/scikit-learn-ts

Powerful machine learning library for Node.js – uses Python's scikit-learn under the hood.

Primary LanguageTypeScriptMIT LicenseMIT

sklearn ts logo

scikit-learn-ts

NPM Build Status MIT License Prettier Code Formatting

Intro

This project enables Node.js devs to use Python's powerful scikit-learn machine learning library – without having to know any Python. 🤯

See the full docs for more info.

Note This project is new and experimental. It works great for local development, but I wouldn't recommend using it for production just yet. You can follow the progress on Twitter @transitive_bs

Features

  • All TS classes are auto-generated from the official python scikit-learn docs!
  • All 257 classes are supported along with proper TS types and docs
    • KMeans
    • TSNE
    • PCA
    • LinearRegression
    • LogisticRegression
    • DecisionTreeClassifier
    • RandomForestClassifier
    • XGBClassifier
    • DBSCAN
    • StandardScaler
    • MinMaxScaler
    • ... all of them 💯
  • Generally much faster and more robust than JS-based alternatives
    • (benchmarks & comparisons coming soon)

Prequisites

This project is meant for Node.js users, so don't worry if you're not familiar with Python. This is the only step where you'll need to touch Python, and it should be pretty straightforward.

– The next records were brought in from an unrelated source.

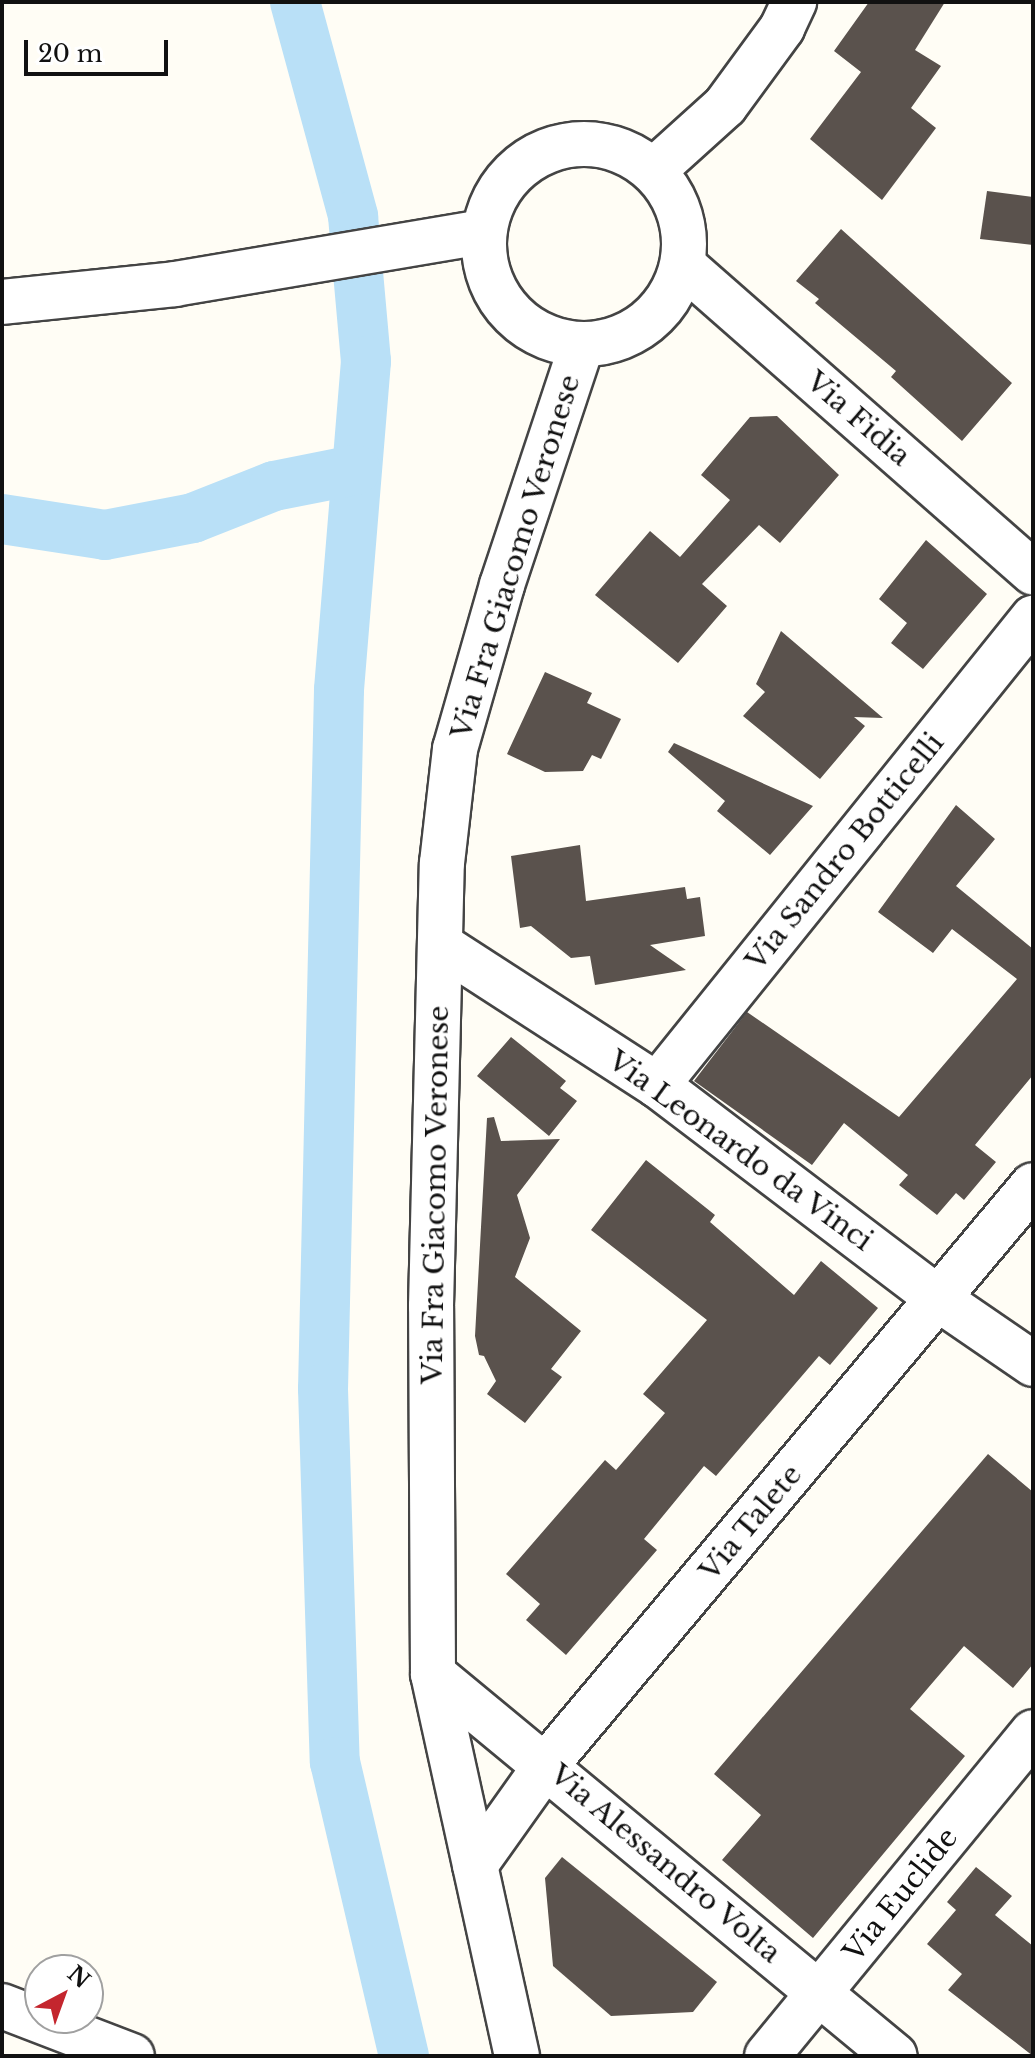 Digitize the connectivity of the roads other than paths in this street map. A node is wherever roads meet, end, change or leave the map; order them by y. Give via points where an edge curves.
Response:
1 (794, 2) edge
2 (653, 171) junction
3 (484, 232) junction
4 (683, 265) junction
5 (2, 302) edge
6 (582, 345) junction
7 (1033, 572) edge
8 (1033, 618) edge
9 (442, 946) junction
10 (657, 1085) junction
11 (1033, 1185) edge
12 (940, 1300) junction
13 (1033, 1364) edge
14 (433, 1674) junction
15 (1033, 1732) edge
16 (546, 1765) junction
17 (475, 1865) junction
18 (821, 1993) junction
19 (2, 2006) edge
20 (132, 2056) edge
21 (517, 2056) edge
22 (767, 2056) edge
23 (895, 2056) edge

1 - 2 street via 782,28 725,106
2 - 3 street via 627,153 597,144 565,145 535,156 510,175 492,202
2 - 4 street via 672,196 684,230
3 - 5 street via 175,284
3 - 6 street via 485,264 496,293 518,321 548,339
4 - 6 street via 670,297 647,323 616,340
4 - 7 street, Via Fidia
6 - 9 street, Via Fra Giacomo Veronese via 502,585 455,749 442,863
8 - 10 street, Via Sandro Botticelli
9 - 10 street, Via Leonardo da Vinci
9 - 14 street, Via Fra Giacomo Veronese via 431,1306
10 - 12 street, Via Leonardo da Vinci
11 - 12 street, Via Talete
12 - 13 street, Via Leonardo da Vinci
12 - 16 street, Via Talete
14 - 16 street, Via Alessandro Volta
14 - 17 street, Via Fra Giacomo Veronese
15 - 18 street, Via Euclide
16 - 17 street, Via Talete
16 - 18 street, Via Alessandro Volta
17 - 21 street, Via Fra Giacomo Veronese
18 - 22 street, Via Euclide
18 - 23 street, Via Alessandro Volta
19 - 20 street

Make sure you have Node.js and Python 3 installed and in your PATH.

  • node >= 14
  • python >= 3.7

In python land, install numpy and scikit-learn either globally via pip or via your favorite virtualenv manager. The shell running your Node.js program will need access to these python modules, so if you're using a virtualenv, make sure it's activated.

If you're not sure what this means, it's okay. First install python, which will also install pip, python's package manager. Then run:

pip install numpy scikit-learn

Congratulations! You've safely navigated Python land, and from here on out, we'll be using Node.js / JS / TS. The sklearn NPM package will use your Python installation under the hood.

Install

npm install sklearn

Usage

See the full docs for more info.

import * as sklearn from 'sklearn'

const data = [
  [0, 0, 0],
  [0, 1, 1],
  [1, 0, 1],
  [1, 1, 1]
]

const py = await sklearn.createPythonBridge()

const model = new sklearn.TSNE({
  n_components: 2,
  perplexity: 2
})
await model.init(py)

const x = await model.fit_transform({ X: data })
console.log(x)

await model.dispose()
await py.disconnect()

Since the TS classes are auto-generated from the Python docs, the code will look almost identical to the Python version, so use their excellent API docs as a reference.

All class names, method names, attribute (accessor) names and types are the same as the official Python version.

The main differences are:

  • You need to call createPythonBridge() before using any sklearn classes
    • This spawns a Python child process and validates all of the Python dependencies
    • You can pass a custom python path via createPythonBridge({ python: '/path/to/your/python3' })
  • You need to pass this bridge to a class's async init method before using it
    • This creates an underlying Python variable representing your class instance
  • Instead of using numpy or pandas, we're just using plain JavaScript arrays
    • Anywhere the Python version would input or output a nympy array, we instead just use number[], number[][], etc
    • We take care of converting to and from numpy arrays automatically where necessary
  • Whenever you're done using an instance, call dispose() to free the underlying Python resources
  • Whenever you're done using your Python bridge, call disconnect() on the bridge to cleanly exit the Python child process

Restrictions

  • We don't currently support positional arguments; only keyword-based arguments:
// this works (keyword args)
const x = await model.fit_transform({ X: data })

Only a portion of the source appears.